Tempos depois, Silvinha resolveu dar uma faxina na casa e na vida.

Reciclar coisas era o que precisava para sair do marasmo e partir para outra.

Bem no fundo do armário, na parte de cima, aonde sua mão jamais chegaria sem a ajuda de uma escada, achou um envelope pardo.

Estranho aquilo.

Não se lembrava de ter guardado nada em um envelope pardo.

Eram fotos.

Nada como ver fotos antigas!

Mas tomou o maior susto.

E ficou horrorizada quando identificou Juan Montalban e a vizinha do 405.

Em posições nada sociais.

Na sua cama king!!!

Logo ela que namorava um homem que fazia a mulherada perder o fôlego!

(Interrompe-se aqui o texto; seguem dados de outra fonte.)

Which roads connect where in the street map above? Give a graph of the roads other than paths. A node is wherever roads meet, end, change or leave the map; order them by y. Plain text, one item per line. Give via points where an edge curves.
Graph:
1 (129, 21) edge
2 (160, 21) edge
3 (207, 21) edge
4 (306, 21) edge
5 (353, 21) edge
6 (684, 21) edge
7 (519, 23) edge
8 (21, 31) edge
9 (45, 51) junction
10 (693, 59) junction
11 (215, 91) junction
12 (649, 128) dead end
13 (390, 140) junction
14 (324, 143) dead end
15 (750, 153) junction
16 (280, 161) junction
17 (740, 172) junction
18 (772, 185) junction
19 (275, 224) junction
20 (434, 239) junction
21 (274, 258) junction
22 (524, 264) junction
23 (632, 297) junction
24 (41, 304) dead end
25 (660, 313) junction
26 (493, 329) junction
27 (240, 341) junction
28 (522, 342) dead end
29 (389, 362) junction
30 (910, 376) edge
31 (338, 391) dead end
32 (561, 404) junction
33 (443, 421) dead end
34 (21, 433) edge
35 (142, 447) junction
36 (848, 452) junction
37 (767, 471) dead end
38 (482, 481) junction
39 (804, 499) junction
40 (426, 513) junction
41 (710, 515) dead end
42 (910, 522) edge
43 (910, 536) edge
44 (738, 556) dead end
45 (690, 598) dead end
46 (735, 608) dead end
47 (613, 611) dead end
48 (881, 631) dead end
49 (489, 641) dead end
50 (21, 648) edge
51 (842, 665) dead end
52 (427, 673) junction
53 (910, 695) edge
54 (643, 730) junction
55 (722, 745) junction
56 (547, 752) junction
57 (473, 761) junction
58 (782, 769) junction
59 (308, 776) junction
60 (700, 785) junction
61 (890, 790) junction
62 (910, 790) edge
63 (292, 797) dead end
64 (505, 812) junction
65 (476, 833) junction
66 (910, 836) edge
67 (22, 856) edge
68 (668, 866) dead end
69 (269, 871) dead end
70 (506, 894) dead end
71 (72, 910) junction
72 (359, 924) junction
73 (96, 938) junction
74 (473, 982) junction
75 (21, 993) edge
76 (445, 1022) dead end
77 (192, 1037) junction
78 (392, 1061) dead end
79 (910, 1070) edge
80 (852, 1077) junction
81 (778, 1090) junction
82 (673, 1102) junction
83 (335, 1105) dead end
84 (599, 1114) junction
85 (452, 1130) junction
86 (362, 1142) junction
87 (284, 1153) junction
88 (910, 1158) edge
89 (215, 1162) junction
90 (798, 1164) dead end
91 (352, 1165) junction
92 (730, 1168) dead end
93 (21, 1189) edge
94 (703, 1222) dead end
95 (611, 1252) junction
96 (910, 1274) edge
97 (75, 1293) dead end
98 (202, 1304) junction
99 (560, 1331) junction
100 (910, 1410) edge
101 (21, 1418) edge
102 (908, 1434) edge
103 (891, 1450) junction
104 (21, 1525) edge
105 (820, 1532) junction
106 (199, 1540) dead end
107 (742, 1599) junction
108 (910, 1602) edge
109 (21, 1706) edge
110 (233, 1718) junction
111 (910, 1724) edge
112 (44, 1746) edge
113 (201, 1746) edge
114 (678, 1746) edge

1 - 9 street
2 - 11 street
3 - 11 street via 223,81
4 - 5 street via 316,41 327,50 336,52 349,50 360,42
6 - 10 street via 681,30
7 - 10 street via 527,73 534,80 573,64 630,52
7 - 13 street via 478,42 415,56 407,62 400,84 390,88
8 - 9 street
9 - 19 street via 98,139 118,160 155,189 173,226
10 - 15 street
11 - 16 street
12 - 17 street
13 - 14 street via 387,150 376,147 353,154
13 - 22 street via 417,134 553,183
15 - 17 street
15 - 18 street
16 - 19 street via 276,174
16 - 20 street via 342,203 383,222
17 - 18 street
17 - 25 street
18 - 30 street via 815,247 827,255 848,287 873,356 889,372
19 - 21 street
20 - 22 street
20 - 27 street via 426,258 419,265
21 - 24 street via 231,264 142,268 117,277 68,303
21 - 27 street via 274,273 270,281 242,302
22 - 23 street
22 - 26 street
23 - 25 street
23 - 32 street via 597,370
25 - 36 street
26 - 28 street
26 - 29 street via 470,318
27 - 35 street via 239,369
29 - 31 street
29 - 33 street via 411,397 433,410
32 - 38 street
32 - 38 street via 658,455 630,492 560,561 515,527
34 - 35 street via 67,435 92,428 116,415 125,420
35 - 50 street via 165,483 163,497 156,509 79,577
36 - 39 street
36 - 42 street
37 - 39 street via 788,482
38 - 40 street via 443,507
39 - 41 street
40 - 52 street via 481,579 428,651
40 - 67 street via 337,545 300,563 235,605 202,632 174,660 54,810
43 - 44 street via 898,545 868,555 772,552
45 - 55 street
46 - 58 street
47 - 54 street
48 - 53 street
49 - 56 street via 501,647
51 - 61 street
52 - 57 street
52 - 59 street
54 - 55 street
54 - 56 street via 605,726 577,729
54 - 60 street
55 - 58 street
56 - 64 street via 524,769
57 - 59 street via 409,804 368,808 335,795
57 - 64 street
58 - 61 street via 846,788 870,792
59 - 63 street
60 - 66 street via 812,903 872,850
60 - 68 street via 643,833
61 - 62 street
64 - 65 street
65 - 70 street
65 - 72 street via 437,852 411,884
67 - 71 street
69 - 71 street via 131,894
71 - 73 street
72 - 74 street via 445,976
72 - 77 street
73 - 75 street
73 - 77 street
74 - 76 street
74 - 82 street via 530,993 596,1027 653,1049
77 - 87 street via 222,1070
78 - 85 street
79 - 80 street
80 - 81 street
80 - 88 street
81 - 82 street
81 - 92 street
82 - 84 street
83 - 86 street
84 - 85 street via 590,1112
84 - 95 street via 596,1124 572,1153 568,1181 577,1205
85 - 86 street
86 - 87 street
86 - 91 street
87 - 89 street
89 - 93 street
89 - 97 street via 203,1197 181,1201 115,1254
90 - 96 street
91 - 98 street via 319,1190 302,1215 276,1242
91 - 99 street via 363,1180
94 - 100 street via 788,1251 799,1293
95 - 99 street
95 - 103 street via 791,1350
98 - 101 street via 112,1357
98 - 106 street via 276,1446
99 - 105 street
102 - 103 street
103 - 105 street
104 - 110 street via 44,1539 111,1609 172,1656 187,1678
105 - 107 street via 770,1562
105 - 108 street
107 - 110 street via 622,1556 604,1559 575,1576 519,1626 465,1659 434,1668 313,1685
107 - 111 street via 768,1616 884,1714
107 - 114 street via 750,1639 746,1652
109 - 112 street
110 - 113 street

Respirou no saco três vezes para ver se a raiva passava.

Quando passou, vestiu sua melhor roupa e desceu com o envelope na mão.

Na portaria do prédio, entregou a encomenda para o porteiro. Avisou tratar-se de documento muito urgente e sigiloso.

Só podia ser entregue para o senhor Leonardo, namorado da moradora do 405.

Saiu dali e foi tomar um chá na Confeitaria Colombo.

Divertindo em se olhar em tantos espelhos, nem percebeu quando um bonito senhor grisalho chegou até a sua mesa e, com um acentuado sotaque italiano, perguntou-lhe se podia sentar.

- Claro! Desde que você me ofereça um camarão empanado.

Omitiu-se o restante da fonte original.